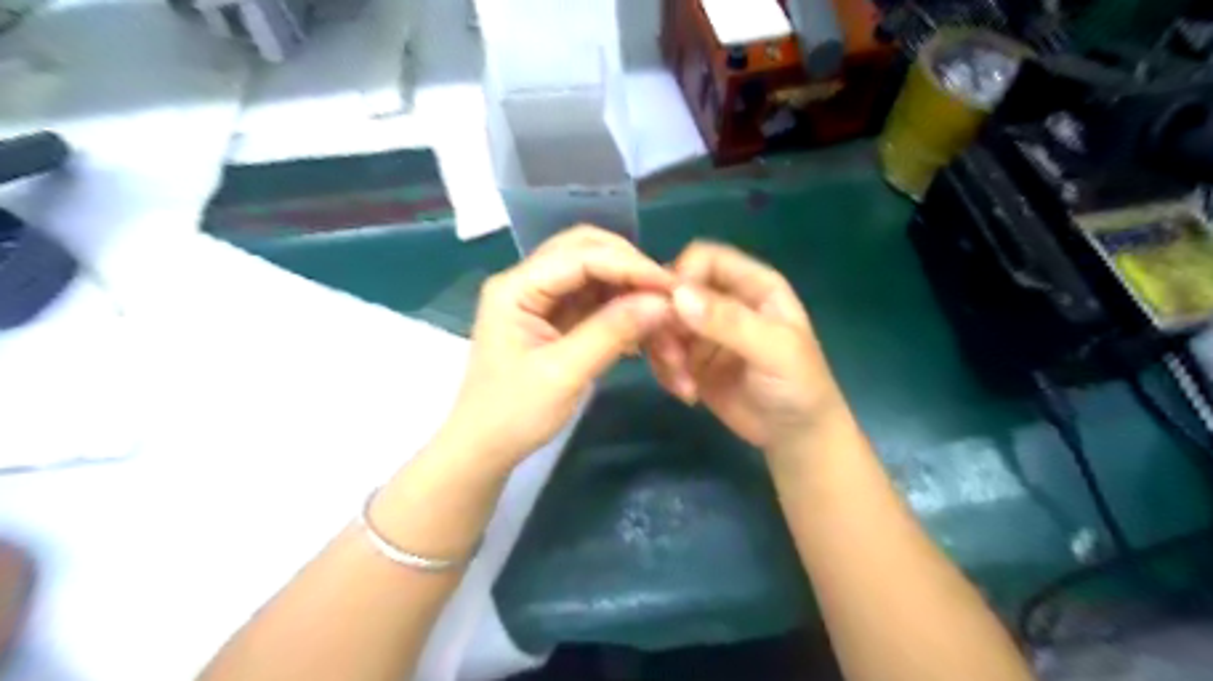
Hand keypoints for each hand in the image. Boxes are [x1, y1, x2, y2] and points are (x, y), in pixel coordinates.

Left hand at [437, 228, 677, 473]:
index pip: (580, 256)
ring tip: (659, 307)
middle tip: (666, 292)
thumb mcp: (564, 374)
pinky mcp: (554, 317)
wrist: (486, 447)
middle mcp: (527, 281)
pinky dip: (620, 305)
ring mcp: (540, 298)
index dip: (629, 265)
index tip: (671, 286)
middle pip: (585, 250)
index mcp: (515, 288)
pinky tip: (641, 321)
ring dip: (627, 286)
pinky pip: (593, 297)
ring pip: (593, 271)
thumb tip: (662, 303)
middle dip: (628, 266)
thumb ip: (611, 332)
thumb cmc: (514, 414)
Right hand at [648, 243, 844, 450]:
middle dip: (666, 322)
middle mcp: (725, 301)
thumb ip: (730, 322)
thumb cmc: (799, 386)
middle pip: (675, 291)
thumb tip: (678, 296)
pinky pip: (662, 353)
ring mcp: (704, 331)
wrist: (797, 438)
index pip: (705, 258)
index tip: (669, 309)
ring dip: (664, 352)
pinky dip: (665, 371)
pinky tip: (686, 393)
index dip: (682, 276)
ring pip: (663, 323)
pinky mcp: (691, 360)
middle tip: (672, 357)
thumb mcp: (773, 350)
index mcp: (752, 285)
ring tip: (683, 383)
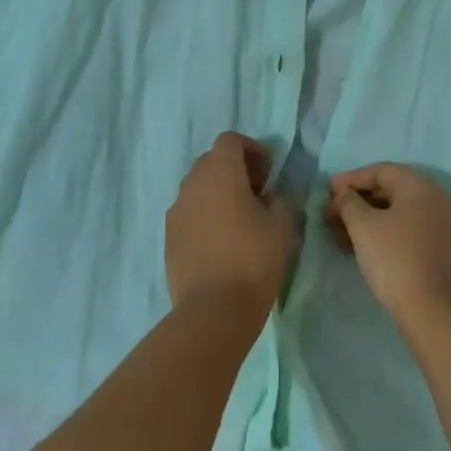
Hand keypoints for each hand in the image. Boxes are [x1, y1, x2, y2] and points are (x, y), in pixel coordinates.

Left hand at [166, 133, 296, 318]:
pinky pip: (188, 214)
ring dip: (218, 193)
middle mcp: (192, 184)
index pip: (230, 140)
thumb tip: (270, 197)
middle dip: (234, 170)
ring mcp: (176, 212)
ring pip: (198, 188)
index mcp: (220, 172)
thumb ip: (280, 200)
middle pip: (211, 161)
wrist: (213, 309)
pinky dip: (205, 216)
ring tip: (240, 220)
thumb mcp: (282, 225)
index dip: (252, 149)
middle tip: (257, 194)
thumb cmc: (253, 259)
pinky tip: (222, 242)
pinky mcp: (168, 238)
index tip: (268, 173)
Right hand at [326, 164, 450, 320]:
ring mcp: (445, 226)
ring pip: (400, 213)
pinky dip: (386, 232)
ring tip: (342, 235)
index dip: (352, 178)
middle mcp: (438, 200)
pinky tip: (365, 247)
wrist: (432, 309)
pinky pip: (410, 230)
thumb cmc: (394, 258)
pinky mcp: (444, 249)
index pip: (382, 171)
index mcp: (421, 187)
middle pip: (392, 191)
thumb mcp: (363, 226)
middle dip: (358, 201)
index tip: (329, 191)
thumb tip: (345, 195)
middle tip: (333, 214)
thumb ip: (349, 202)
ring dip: (369, 219)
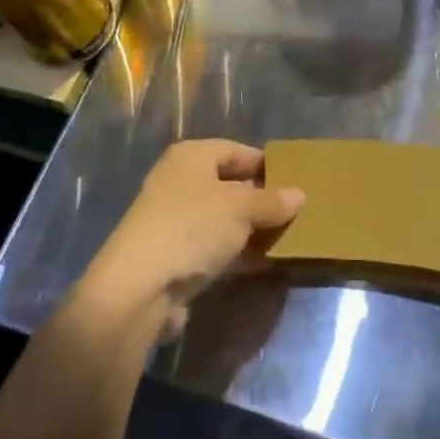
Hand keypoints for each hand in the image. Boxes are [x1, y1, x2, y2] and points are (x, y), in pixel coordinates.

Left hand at [81, 140, 302, 341]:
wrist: (139, 287)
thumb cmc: (192, 228)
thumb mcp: (241, 208)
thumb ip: (272, 201)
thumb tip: (300, 195)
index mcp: (191, 157)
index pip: (236, 151)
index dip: (266, 164)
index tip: (296, 179)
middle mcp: (180, 182)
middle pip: (230, 185)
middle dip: (262, 199)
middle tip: (298, 211)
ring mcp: (176, 221)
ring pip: (224, 219)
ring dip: (253, 230)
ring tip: (290, 238)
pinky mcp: (176, 256)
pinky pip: (216, 247)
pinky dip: (239, 253)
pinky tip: (267, 263)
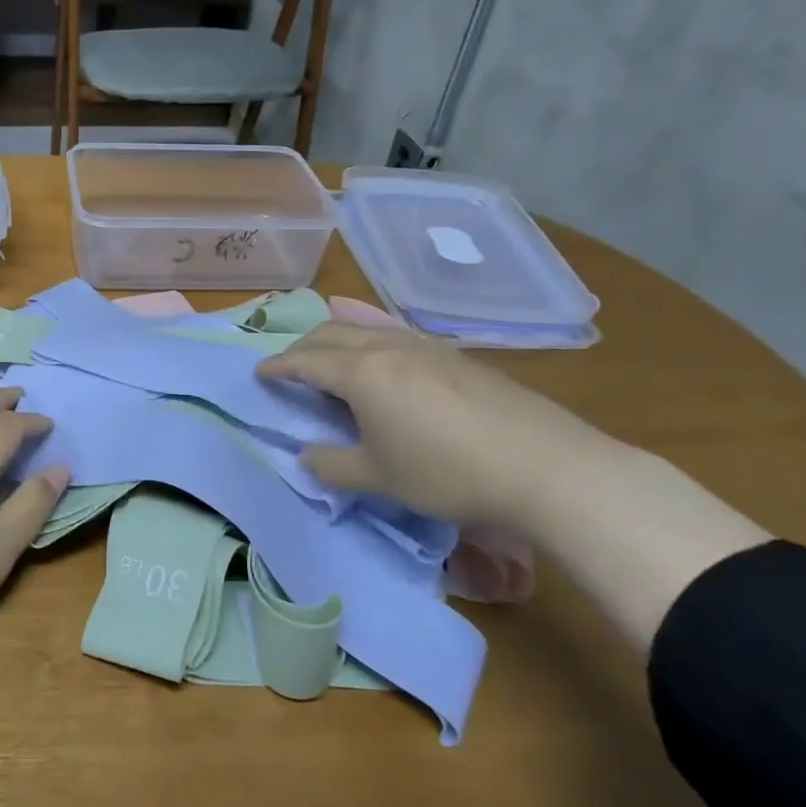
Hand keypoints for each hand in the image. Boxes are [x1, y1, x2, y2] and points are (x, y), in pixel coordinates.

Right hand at [256, 322, 633, 530]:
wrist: (546, 467)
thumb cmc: (448, 472)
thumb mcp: (379, 478)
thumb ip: (333, 465)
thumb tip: (306, 456)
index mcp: (361, 372)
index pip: (305, 361)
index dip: (278, 367)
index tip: (259, 373)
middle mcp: (388, 347)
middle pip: (332, 334)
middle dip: (304, 346)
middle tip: (290, 366)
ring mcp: (426, 347)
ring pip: (367, 329)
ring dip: (339, 339)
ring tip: (331, 357)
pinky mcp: (457, 357)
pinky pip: (398, 336)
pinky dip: (373, 341)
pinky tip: (385, 359)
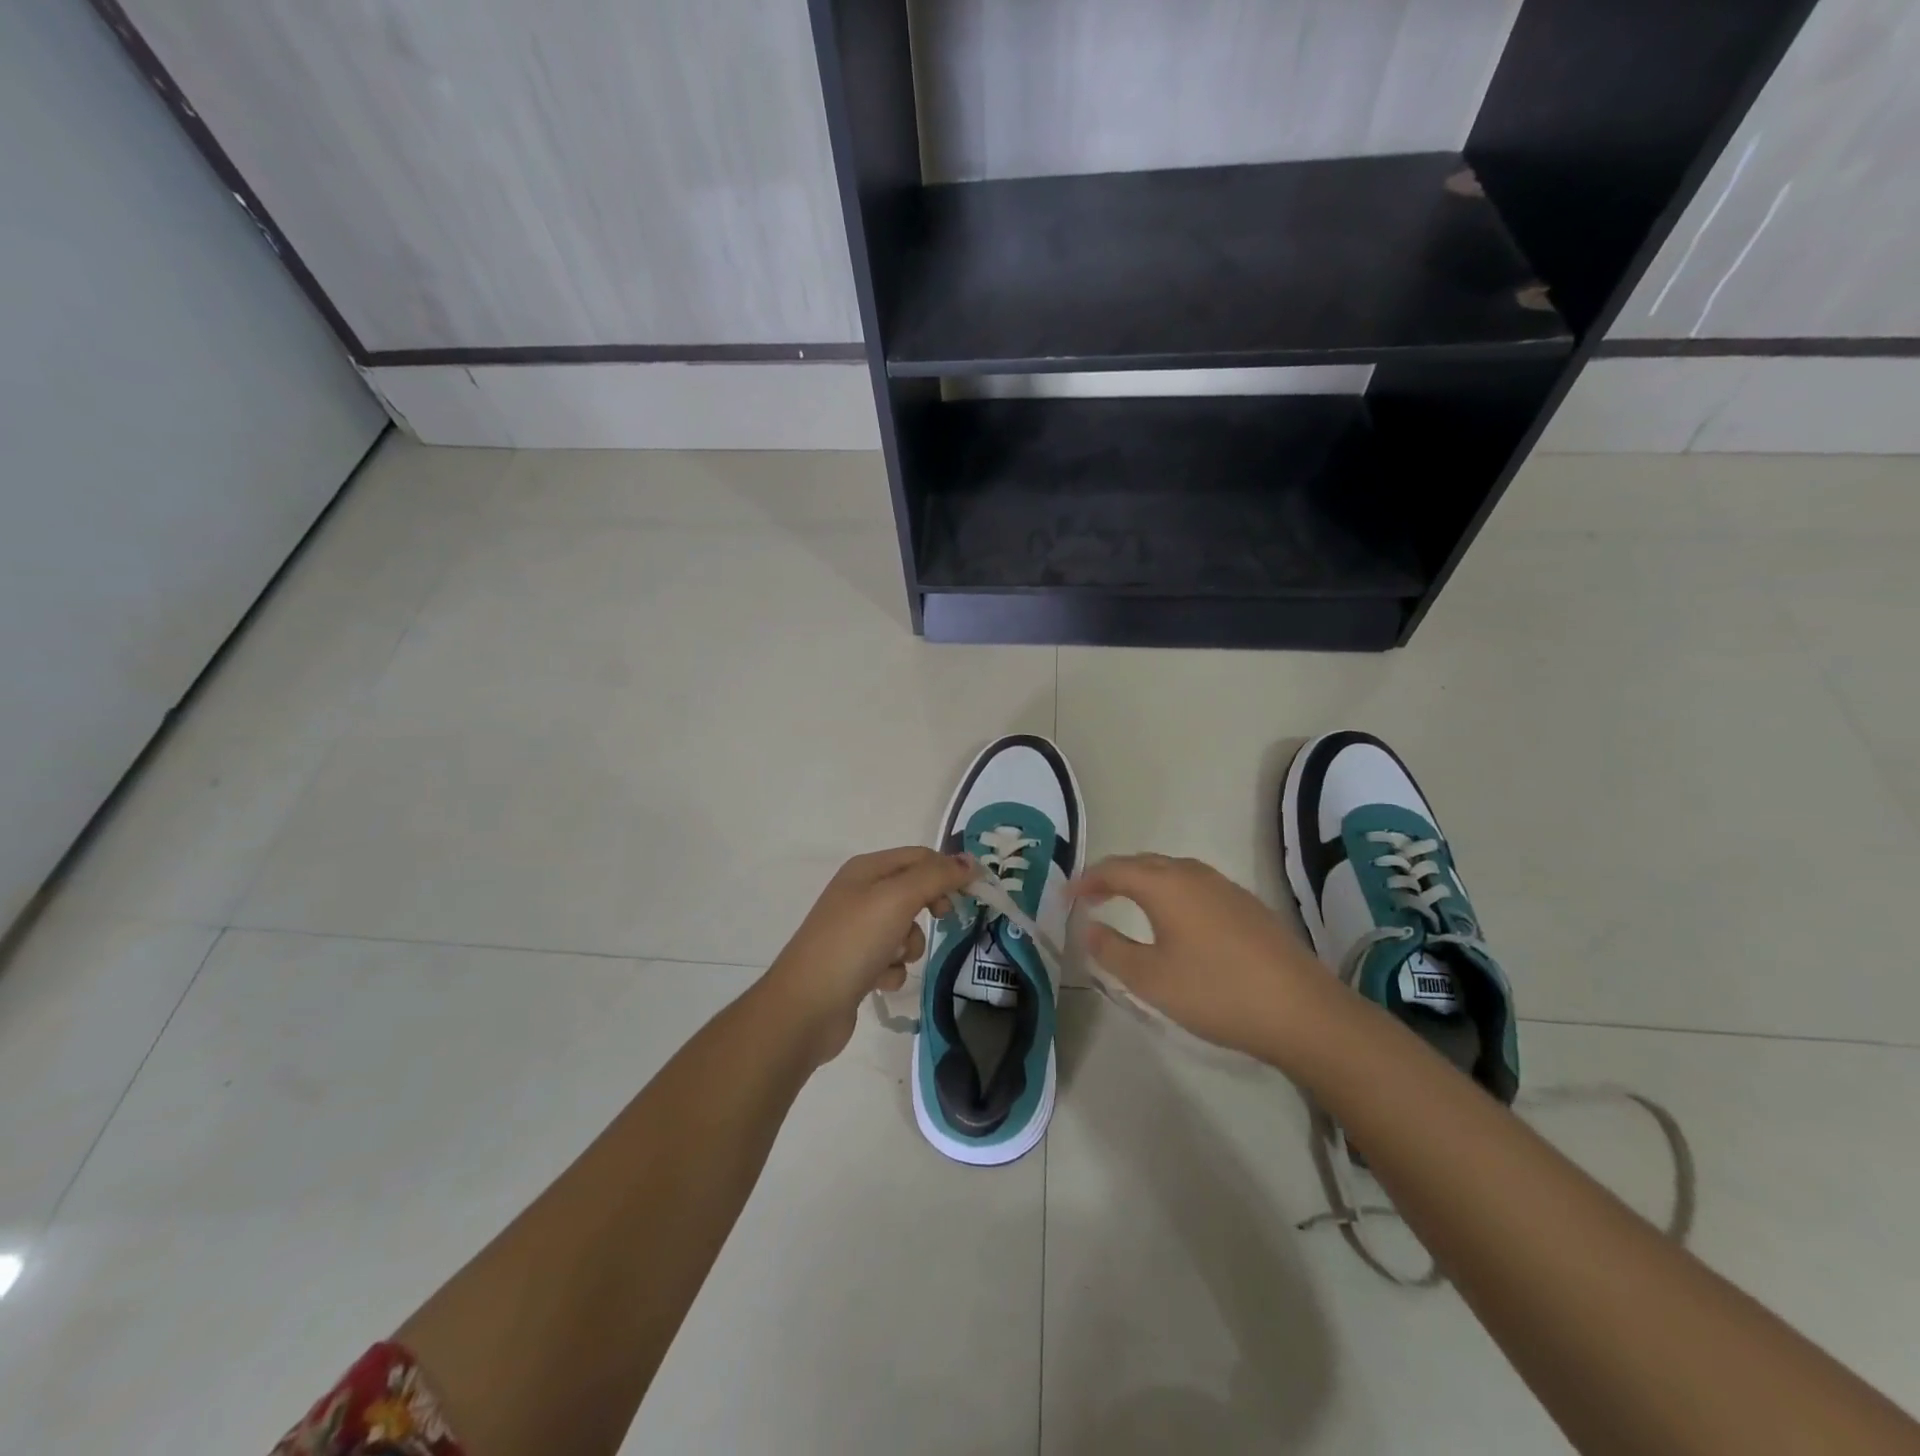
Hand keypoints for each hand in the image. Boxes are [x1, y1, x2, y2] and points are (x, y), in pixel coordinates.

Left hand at [763, 847, 975, 1066]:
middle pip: (914, 891)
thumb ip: (936, 877)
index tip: (974, 894)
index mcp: (866, 869)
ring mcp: (856, 930)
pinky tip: (879, 981)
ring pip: (905, 929)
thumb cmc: (853, 943)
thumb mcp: (897, 899)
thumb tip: (969, 862)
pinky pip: (891, 959)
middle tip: (942, 918)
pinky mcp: (856, 964)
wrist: (806, 1007)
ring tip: (894, 958)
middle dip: (929, 907)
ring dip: (910, 945)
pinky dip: (892, 970)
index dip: (948, 870)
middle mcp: (859, 894)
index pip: (920, 856)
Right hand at [1071, 854, 1339, 1063]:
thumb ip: (1112, 950)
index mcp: (1165, 885)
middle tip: (1090, 896)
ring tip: (1126, 902)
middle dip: (1112, 875)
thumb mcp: (1151, 979)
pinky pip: (1195, 885)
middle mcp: (1194, 875)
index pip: (1114, 869)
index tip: (1065, 897)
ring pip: (1172, 871)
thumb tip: (1089, 927)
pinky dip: (1170, 891)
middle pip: (1143, 863)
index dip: (1086, 881)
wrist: (1301, 1011)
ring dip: (1143, 881)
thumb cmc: (1216, 992)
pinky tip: (1175, 919)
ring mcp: (1225, 888)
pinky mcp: (1247, 906)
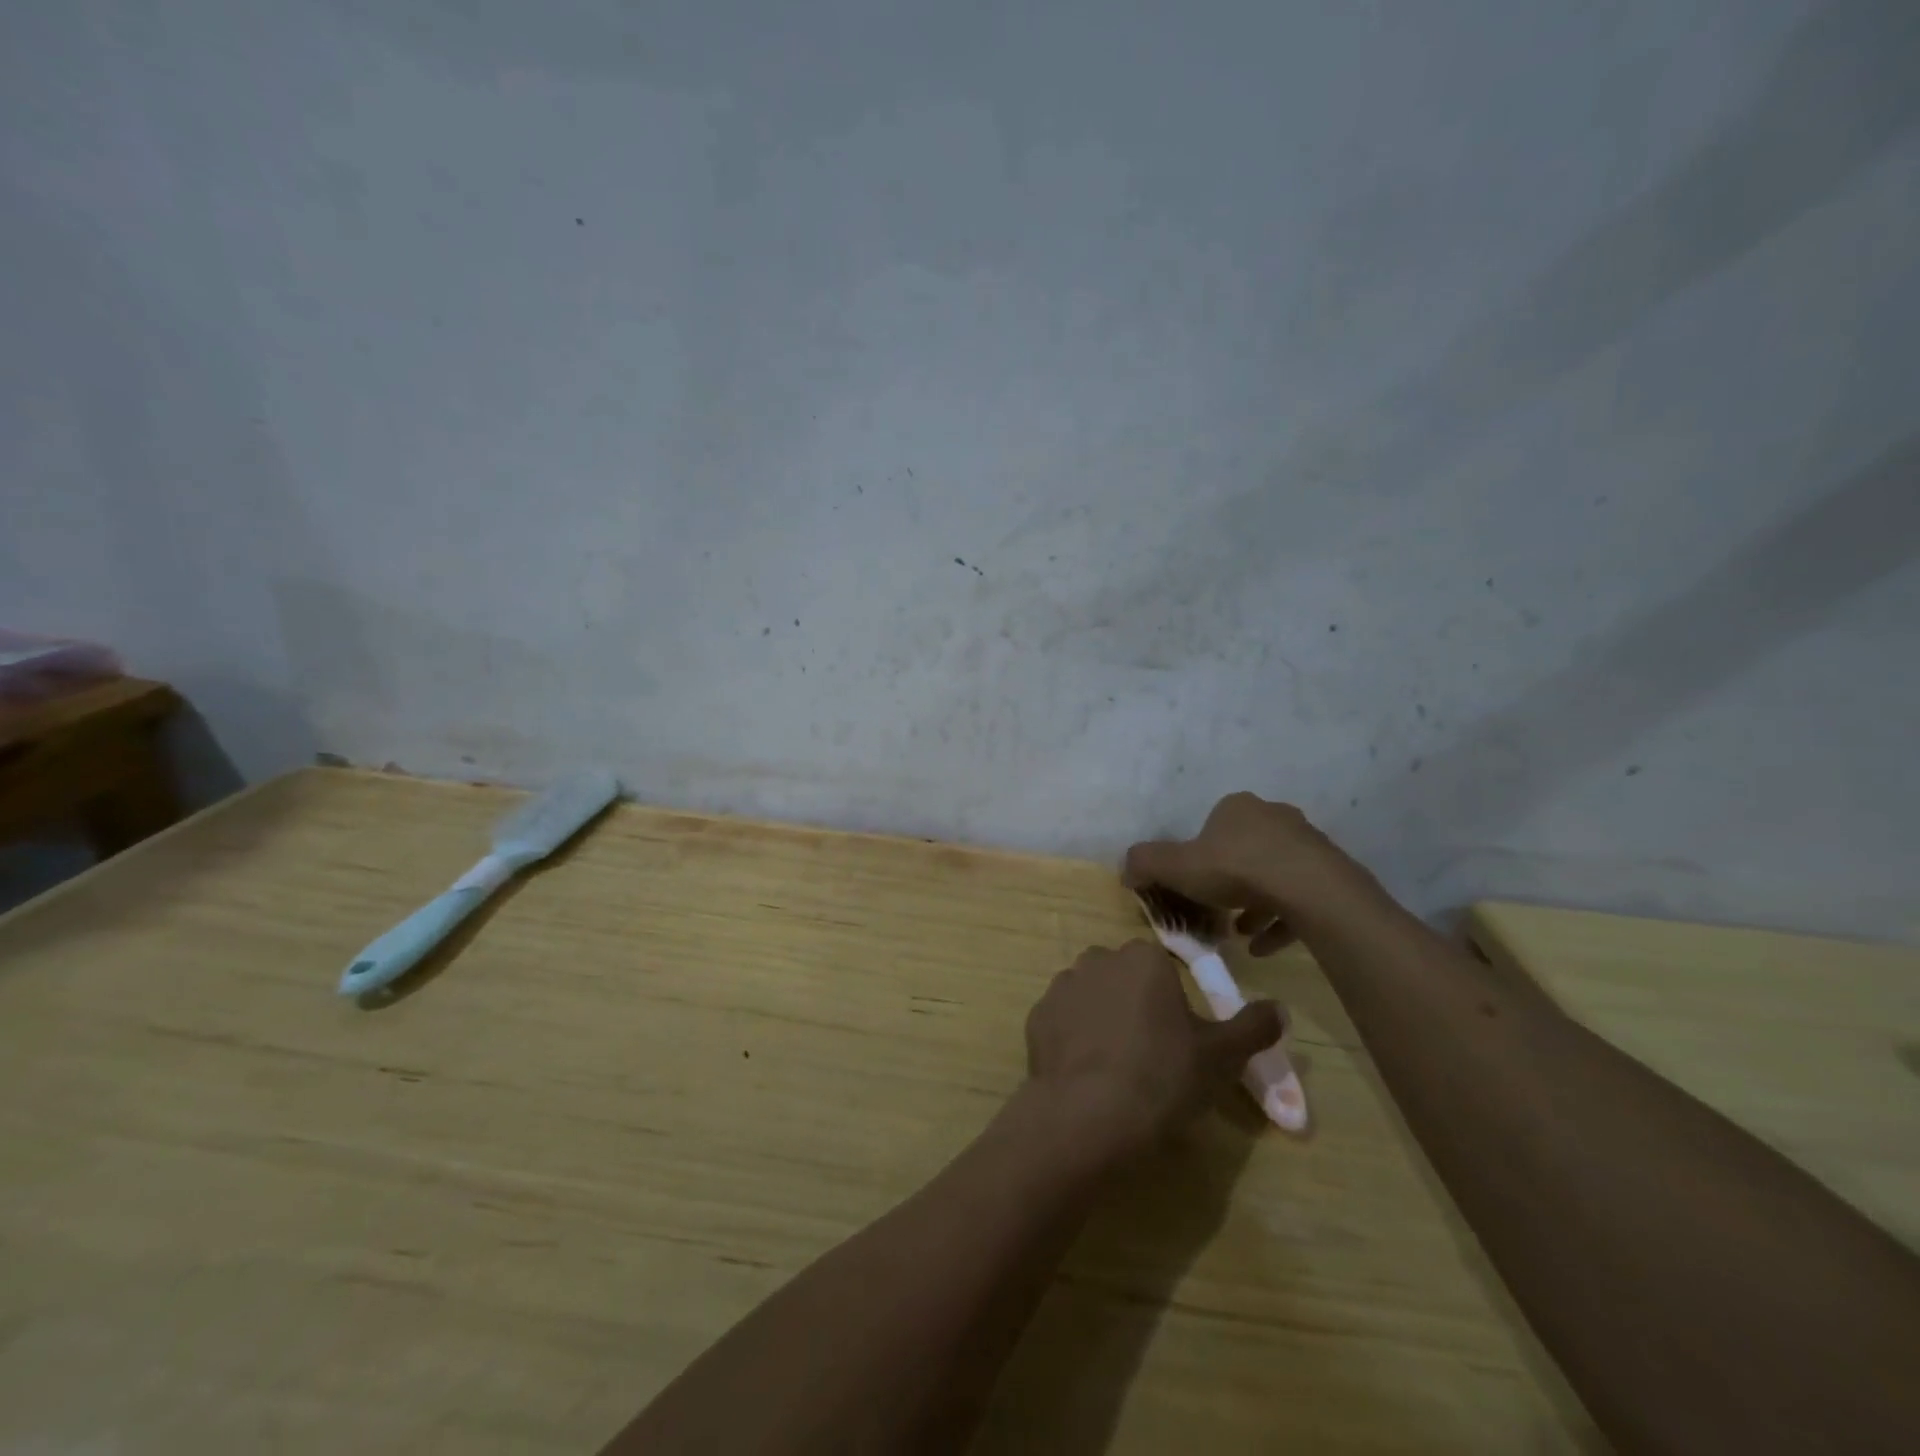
········
Transcribe the opening line of the listing above, please, and every line after it through the line with "middle dip: (628, 266)", word for word, without pictures.

▸ **SOLUTION**:
Hand keypoints for each hand in the image. Boxes are [x1, y1, x2, y2] and points are (x, y), in pixel coordinates.

Left hand at [437, 228, 677, 473]:
index pip: (580, 256)
ring tip: (659, 307)
middle tip: (666, 292)
thumb mcp: (564, 374)
pinky mcp: (554, 317)
wrist: (486, 447)
middle mcp: (527, 281)
pinky dip: (620, 305)
ring mcp: (540, 298)
index dip: (629, 265)
index tip: (671, 286)
middle pip: (585, 250)
index mcp: (515, 288)
pinky tip: (641, 321)
ring dip: (627, 286)
pinky pip: (593, 297)
ring pip: (593, 271)
thumb tip: (662, 303)
middle dip: (628, 266)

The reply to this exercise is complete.